“O primeiro carregamento chegou a 26 de janeiro por avião e o último vai chegar amanhã, terça-feira (…). No total, 149 toneladas de concentrado de urânio vão ser somadas às reservas do país”, disse Ali Akbar Salehi, chefe da Organização de Energia Atómica do Irão à agência de notícias Fars.

Ali Akbar Salehi acrescentou que desde a entrada em vigor do acordo nuclear com as grandes potências em janeiro de 2016, o Irão tinha “importado 210 toneladas de concentrado de urânio e enviado, em contrapartida, para o estrangeiro urânio enriquecido a 3,5%”, conforme previsto no acordo.

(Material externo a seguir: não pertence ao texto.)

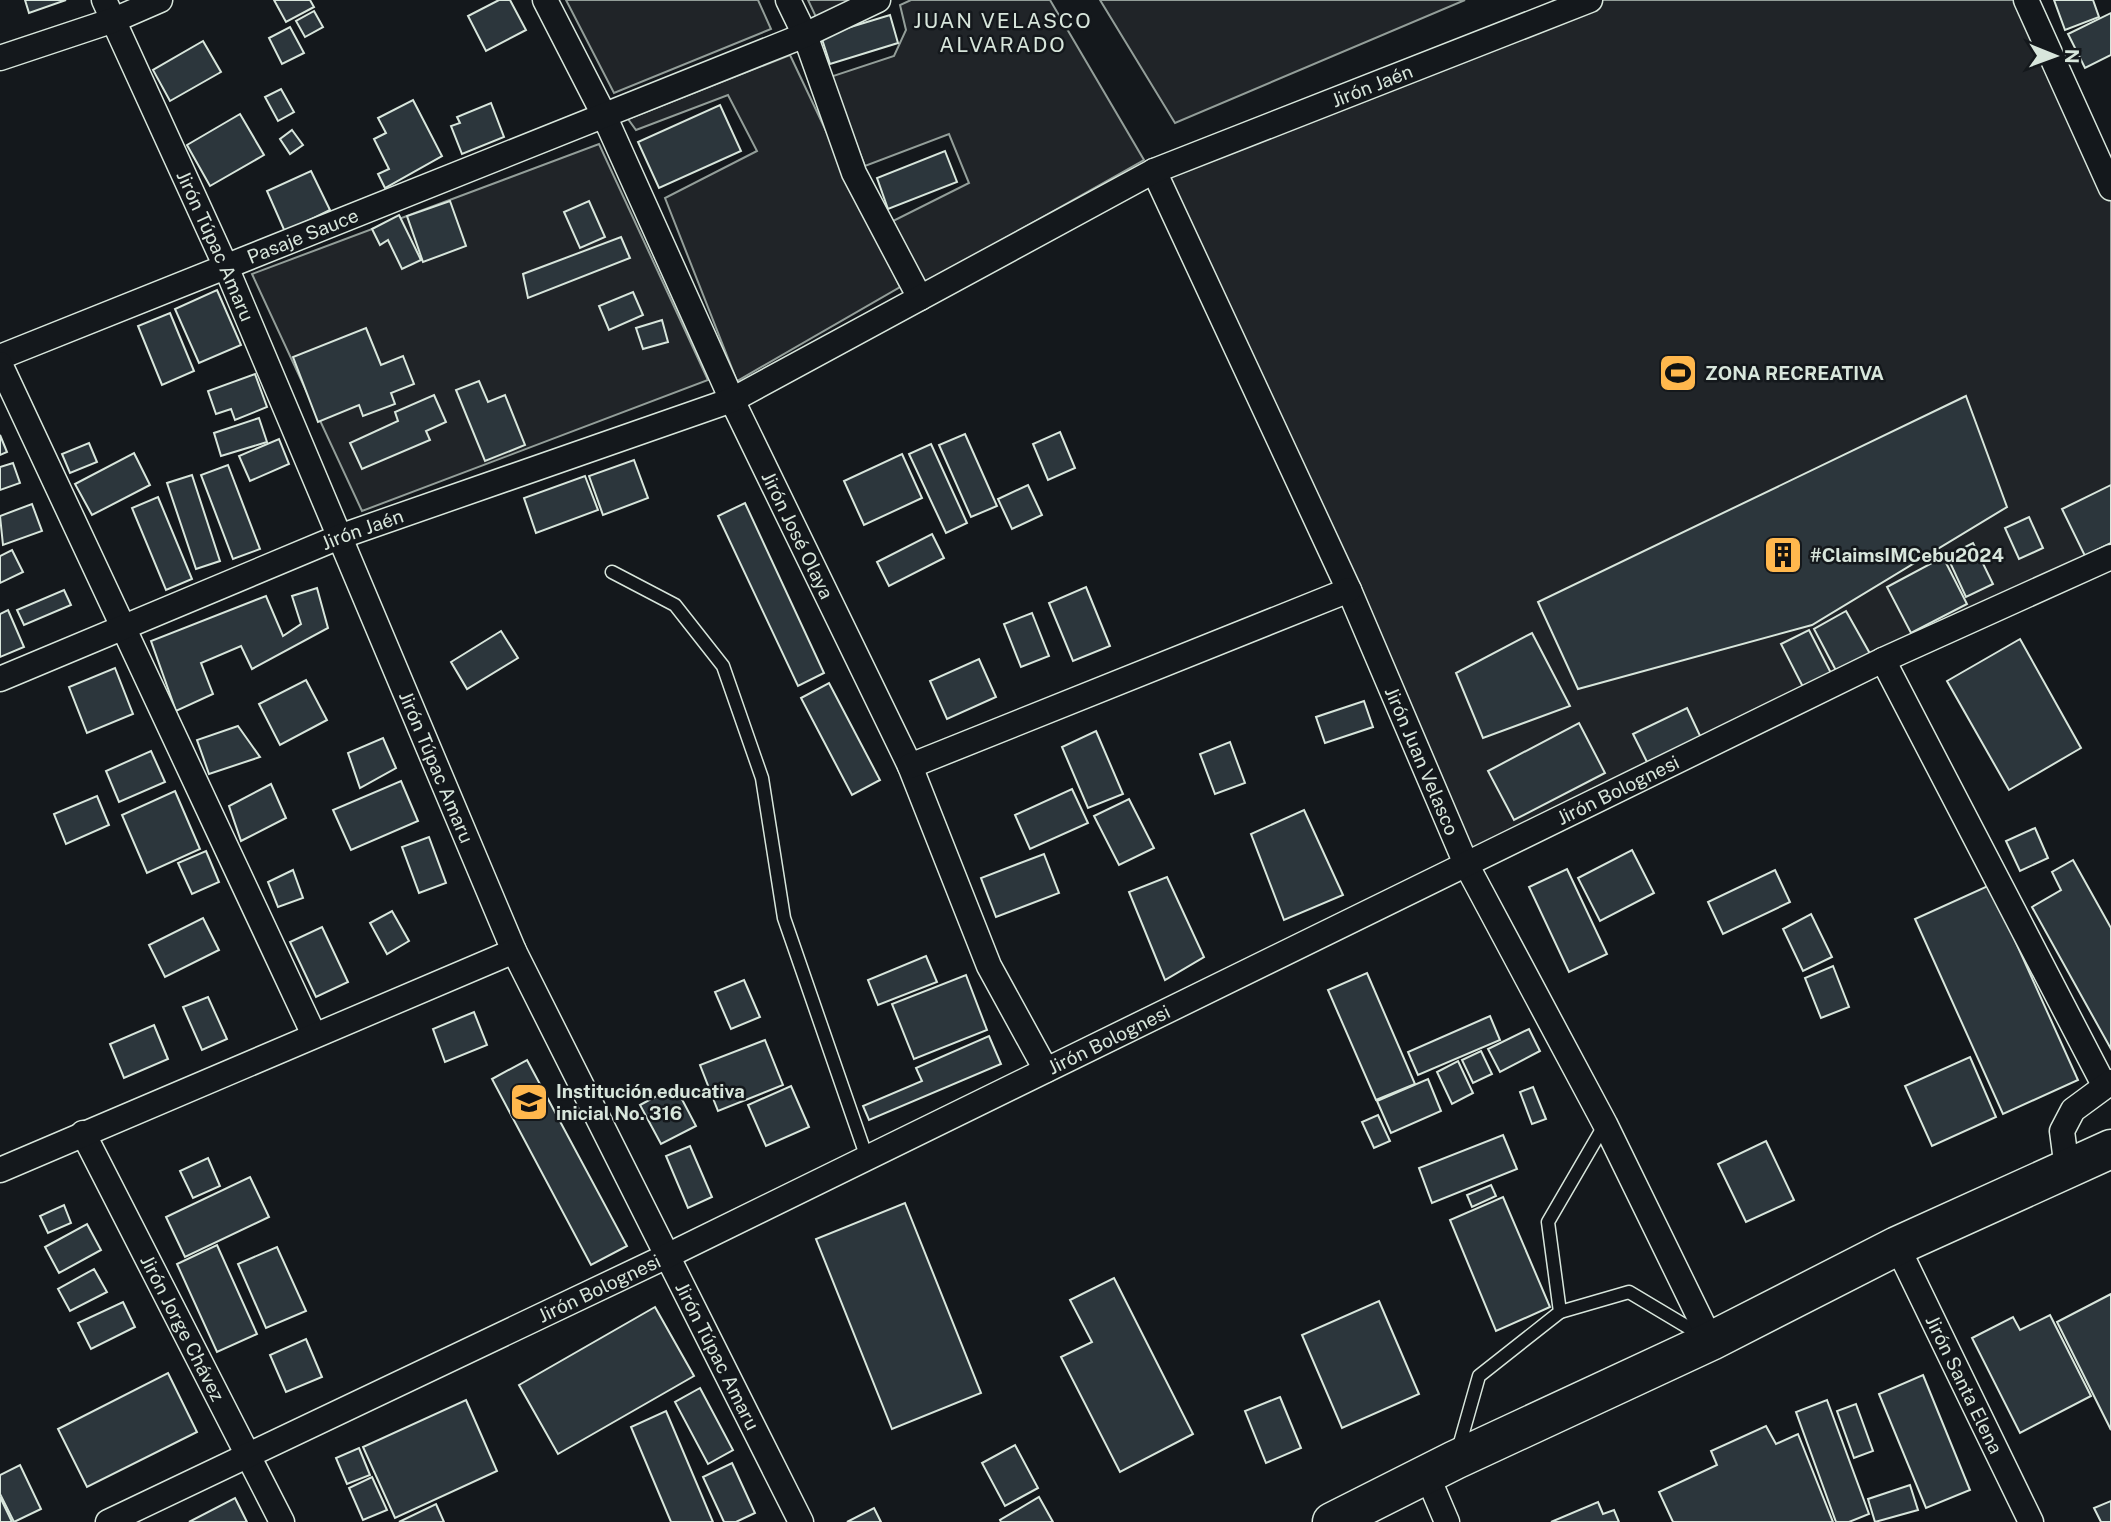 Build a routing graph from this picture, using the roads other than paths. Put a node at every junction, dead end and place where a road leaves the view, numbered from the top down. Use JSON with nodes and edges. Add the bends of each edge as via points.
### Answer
{"nodes":[{"id":1,"x":160,"y":0,"type":"edge"},
{"id":2,"x":545,"y":0,"type":"edge"},
{"id":3,"x":788,"y":0,"type":"edge"},
{"id":4,"x":878,"y":0,"type":"edge"},
{"id":5,"x":1590,"y":0,"type":"edge"},
{"id":6,"x":2026,"y":0,"type":"edge"},
{"id":7,"x":109,"y":10,"type":"edge"},
{"id":8,"x":1533,"y":10,"type":"edge"},
{"id":9,"x":805,"y":35,"type":"junction"},
{"id":10,"x":0,"y":58,"type":"edge"},
{"id":11,"x":603,"y":113,"type":"junction"},
{"id":12,"x":1154,"y":171,"type":"junction"},
{"id":13,"x":2111,"y":188,"type":"edge"},
{"id":14,"x":226,"y":267,"type":"junction"},
{"id":15,"x":920,"y":298,"type":"junction"},
{"id":16,"x":0,"y":357,"type":"edge"},
{"id":17,"x":0,"y":364,"type":"edge"},
{"id":18,"x":732,"y":400,"type":"junction"},
{"id":19,"x":339,"y":537,"type":"junction"},
{"id":20,"x":2111,"y":557,"type":"edge"},
{"id":21,"x":612,"y":572,"type":"dead end"},
{"id":22,"x":1349,"y":590,"type":"junction"},
{"id":23,"x":122,"y":627,"type":"junction"},
{"id":24,"x":1883,"y":660,"type":"junction"},
{"id":25,"x":0,"y":678,"type":"edge"},
{"id":26,"x":910,"y":766,"type":"junction"},
{"id":27,"x":1466,"y":864,"type":"junction"},
{"id":28,"x":514,"y":951,"type":"junction"},
{"id":29,"x":314,"y":1035,"type":"junction"},
{"id":30,"x":1046,"y":1070,"type":"junction"},
{"id":31,"x":2108,"y":1084,"type":"edge"},
{"id":32,"x":1605,"y":1124,"type":"junction"},
{"id":33,"x":83,"y":1133,"type":"junction"},
{"id":34,"x":2111,"y":1149,"type":"edge"},
{"id":35,"x":867,"y":1158,"type":"junction"},
{"id":36,"x":2067,"y":1169,"type":"junction"},
{"id":37,"x":0,"y":1170,"type":"edge"},
{"id":38,"x":1897,"y":1245,"type":"junction"},
{"id":39,"x":667,"y":1256,"type":"junction"},
{"id":40,"x":1560,"y":1312,"type":"junction"},
{"id":41,"x":1711,"y":1341,"type":"junction"},
{"id":42,"x":250,"y":1454,"type":"junction"},
{"id":43,"x":1441,"y":1468,"type":"junction"},
{"id":44,"x":108,"y":1522,"type":"edge"},
{"id":45,"x":282,"y":1522,"type":"edge"},
{"id":46,"x":801,"y":1522,"type":"edge"},
{"id":47,"x":1332,"y":1522,"type":"edge"},
{"id":48,"x":1447,"y":1522,"type":"edge"},
{"id":49,"x":2031,"y":1522,"type":"edge"}],
"edges":[{"from":1,"to":7,"type":"street"},
{"from":2,"to":11,"type":"street","name":"Jirón José Olaya"},
{"from":3,"to":9,"type":"street"},
{"from":4,"to":9,"type":"street","name":"Pasaje Sauce"},
{"from":5,"to":8,"type":"street","name":"Jirón Jaén"},
{"from":6,"to":13,"type":"street"},
{"from":7,"to":10,"type":"street"},
{"from":7,"to":14,"type":"street","name":"Jirón Túpac Amaru"},
{"from":8,"to":12,"type":"street","name":"Jirón Jaén"},
{"from":9,"to":11,"type":"street","name":"Pasaje Sauce"},
{"from":9,"to":15,"type":"street","via":[[853,173]]},
{"from":11,"to":14,"type":"street","name":"Pasaje Sauce"},
{"from":11,"to":18,"type":"street","name":"Jirón José Olaya"},
{"from":12,"to":15,"type":"street","name":"Jirón Jaén"},
{"from":12,"to":22,"type":"street","name":"Jirón Juan Velasco"},
{"from":14,"to":16,"type":"street","name":"Pasaje Sauce"},
{"from":14,"to":19,"type":"street","name":"Jirón Túpac Amaru"},
{"from":15,"to":18,"type":"street","name":"Jirón Jaén"},
{"from":17,"to":23,"type":"street"},
{"from":18,"to":19,"type":"street","name":"Jirón Jaén"},
{"from":18,"to":26,"type":"street","name":"Jirón José Olaya"},
{"from":19,"to":23,"type":"street","name":"Jirón Jaén"},
{"from":19,"to":28,"type":"street","name":"Jirón Túpac Amaru"},
{"from":20,"to":24,"type":"street","name":"Jirón Bolognesi"},
{"from":21,"to":35,"type":"lane","via":[[675,605],[723,666],[762,778],[784,918]]},
{"from":22,"to":26,"type":"street"},
{"from":22,"to":27,"type":"street","name":"Jirón Juan Velasco"},
{"from":23,"to":25,"type":"street","name":"Jirón Jaén"},
{"from":23,"to":29,"type":"street"},
{"from":24,"to":27,"type":"street","name":"Jirón Bolognesi"},
{"from":24,"to":31,"type":"street"},
{"from":26,"to":30,"type":"street","name":"Jirón José Olaya","via":[[989,965]]},
{"from":27,"to":30,"type":"street","name":"Jirón Bolognesi"},
{"from":27,"to":32,"type":"street","name":"Jirón Juan Velasco"},
{"from":28,"to":29,"type":"street"},
{"from":28,"to":39,"type":"street","name":"Jirón Túpac Amaru"},
{"from":29,"to":33,"type":"street"},
{"from":30,"to":35,"type":"street","name":"Jirón Bolognesi"},
{"from":31,"to":36,"type":"street","via":[[2073,1110],[2062,1131]]},
{"from":32,"to":40,"type":"lane","via":[[1548,1222]]},
{"from":32,"to":41,"type":"street","name":"Jirón Juan Velasco"},
{"from":33,"to":37,"type":"street"},
{"from":33,"to":42,"type":"street","name":"Jirón Jorge Chávez"},
{"from":34,"to":36,"type":"highway"},
{"from":35,"to":39,"type":"street","name":"Jirón Bolognesi"},
{"from":36,"to":38,"type":"highway"},
{"from":38,"to":41,"type":"highway"},
{"from":38,"to":49,"type":"street","name":"Jirón Santa Elena"},
{"from":39,"to":42,"type":"street","name":"Jirón Bolognesi"},
{"from":39,"to":46,"type":"street","name":"Jirón Túpac Amaru"},
{"from":40,"to":41,"type":"lane","via":[[1629,1292]]},
{"from":40,"to":43,"type":"lane","via":[[1479,1376]]},
{"from":41,"to":43,"type":"highway"},
{"from":42,"to":44,"type":"street","name":"Jirón Bolognesi"},
{"from":42,"to":45,"type":"street","name":"Jirón Jorge Chávez"},
{"from":43,"to":47,"type":"highway"},
{"from":43,"to":48,"type":"street"}]} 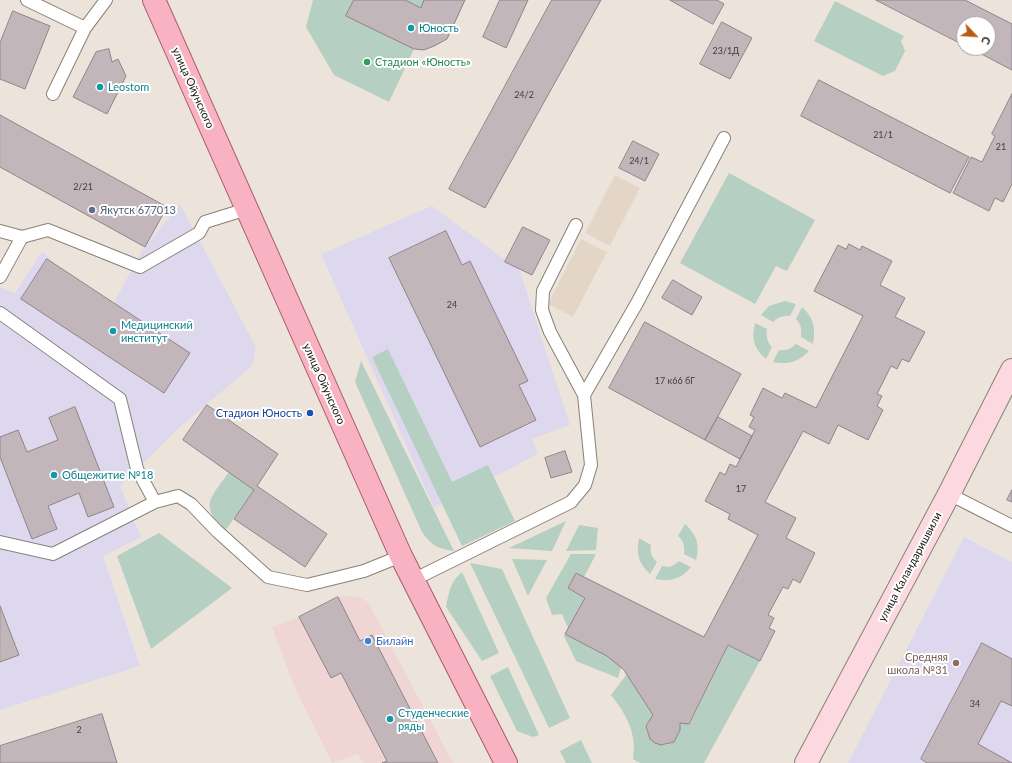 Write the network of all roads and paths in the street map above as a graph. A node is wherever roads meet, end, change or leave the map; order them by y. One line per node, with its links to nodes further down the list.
1 (27, 0): 4 (lane)
2 (106, 0): 4 (lane)
3 (154, 0): 7 (main road, улица Ойунского)
4 (85, 28): 5 (lane)
5 (53, 94)
6 (724, 138): 14 (lane)
7 (247, 209): 10 (lane); 19 (main road, улица Ойунского)
8 (576, 225): 14 (lane)
9 (0, 232): 10 (lane)
10 (22, 237): 11 (lane)
11 (0, 277)
12 (0, 313): 16 (lane)
13 (1012, 370): 15 (street, улица Каландаришвили)
14 (584, 394): 20 (lane)
15 (950, 494): 17 (lane); 22 (street, улица Каландаришвили)
16 (155, 502): 18 (lane); 19 (lane)
17 (1012, 526)
18 (0, 542)
19 (401, 556): 20 (main road, улица Ойунского)
20 (413, 580): 21 (main road, улица Ойунского)
21 (506, 763)
22 (806, 763) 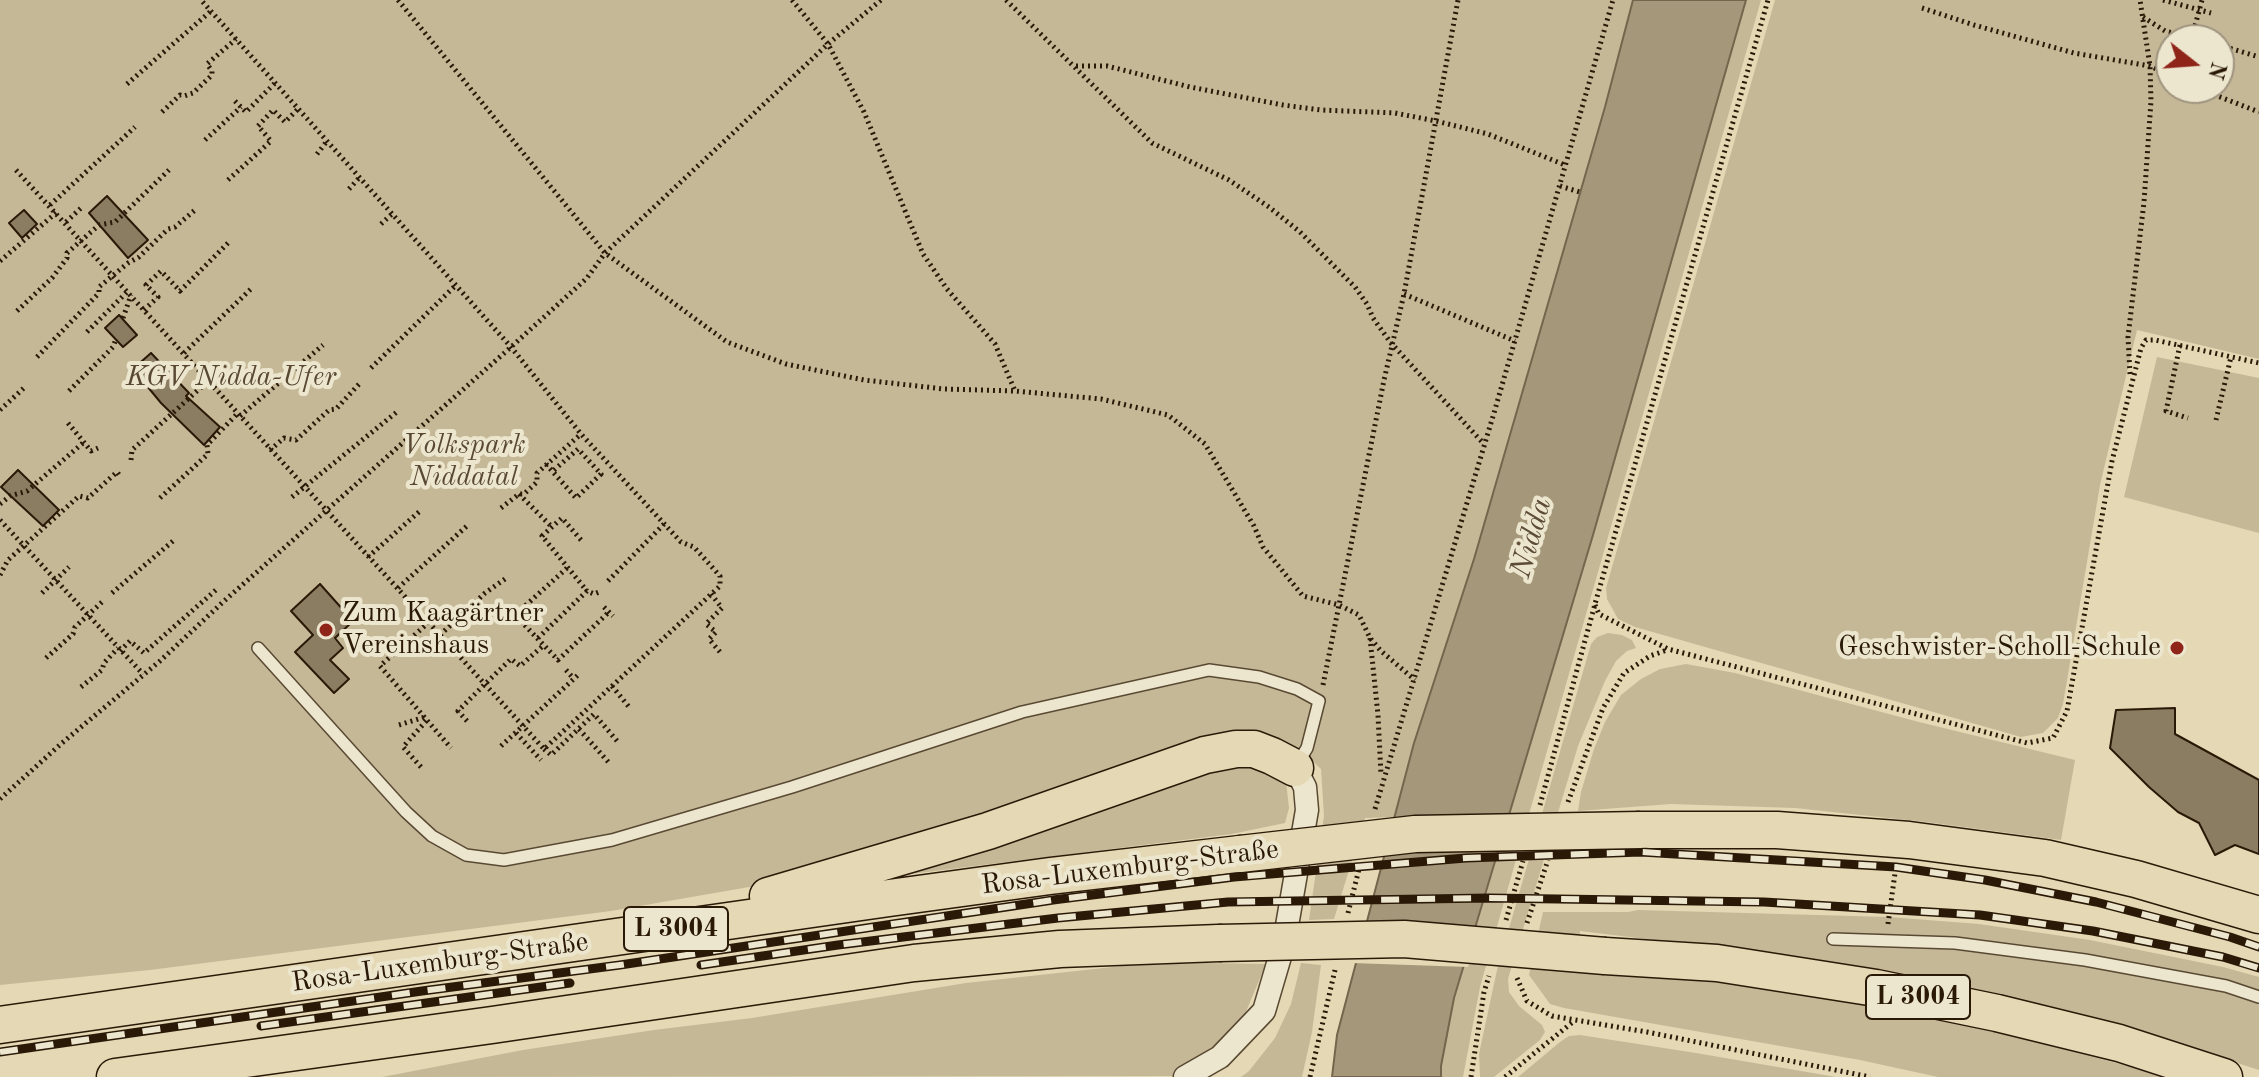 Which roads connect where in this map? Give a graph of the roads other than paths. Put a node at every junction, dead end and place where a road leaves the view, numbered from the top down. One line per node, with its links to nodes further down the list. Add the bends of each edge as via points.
1 (258, 648): 2 (lane, via 432,836 466,855 504,860 612,840 1022,712 1209,670 1259,677 1319,701 1307,748)
2 (1295, 768): 4 (highway, via 1254,749 1205,755 988,831); 13 (street, via 1305,787 1307,810 1284,943 1264,1011 1220,1057)
3 (2259, 915): 4 (highway, Rosa-Luxemburg-Straße / L 3004, bridge, via 2045,858 1777,830 1640,830 1415,834 1050,876)
4 (612, 938): 8 (highway, Rosa-Luxemburg-Straße / L 3004)
5 (1833, 939): 6 (lane, via 1955,943 2085,960)
6 (2259, 997)
7 (0, 1007): 8 (highway)
8 (113, 1009): 9 (highway, Rosa-Luxemburg-Straße / L 3004)
9 (0, 1025)
10 (492, 1025): 11 (highway, L 3004); 12 (highway); 14 (highway, L 3004, bridge, via 914,963 1060,949 1404,939 1717,963 1876,988 2119,1043)
11 (115, 1077)
12 (299, 1077)
13 (1185, 1077)
14 (2224, 1077)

Segundo Behrouz Kamalvandi, porta-voz da OIEA, o concentrado de urânio foi importado da Rússia.

O Irão concluiu em julho de 2015 um acordo nuclear com os países do grupo 5+1 (Estados Unidos, França, Reino Unido, China, Rússia e Alemanha), pondo fim a vários anos de crise.

Com esse acordo, que entrou em vigor a 16 de janeiro de 2016, há um ano, o Irão comprometeu-se a aceitar limitações e uma maior supervisão internacional sobre o seu programa nuclear.

O acordo incluiu uma redução das reservas de urânio enriquecido a menos de 300 quilos no Irão e que o nível de enriquecimento seja menor do que 4%, muito abaixo do necessário para alimentar uma bomba nuclear.

Em troca, as outras potências mundiais concordaram levantar as sanções comerciais e diplomáticas.

O novo Presidente dos EUA, Donald Trump qualificou este acordo como muito mau. Segundo o seu vice-presidente, Mike Pence, a nova administração norte-americana está a avaliar a sua pertinência para tomar uma decisão.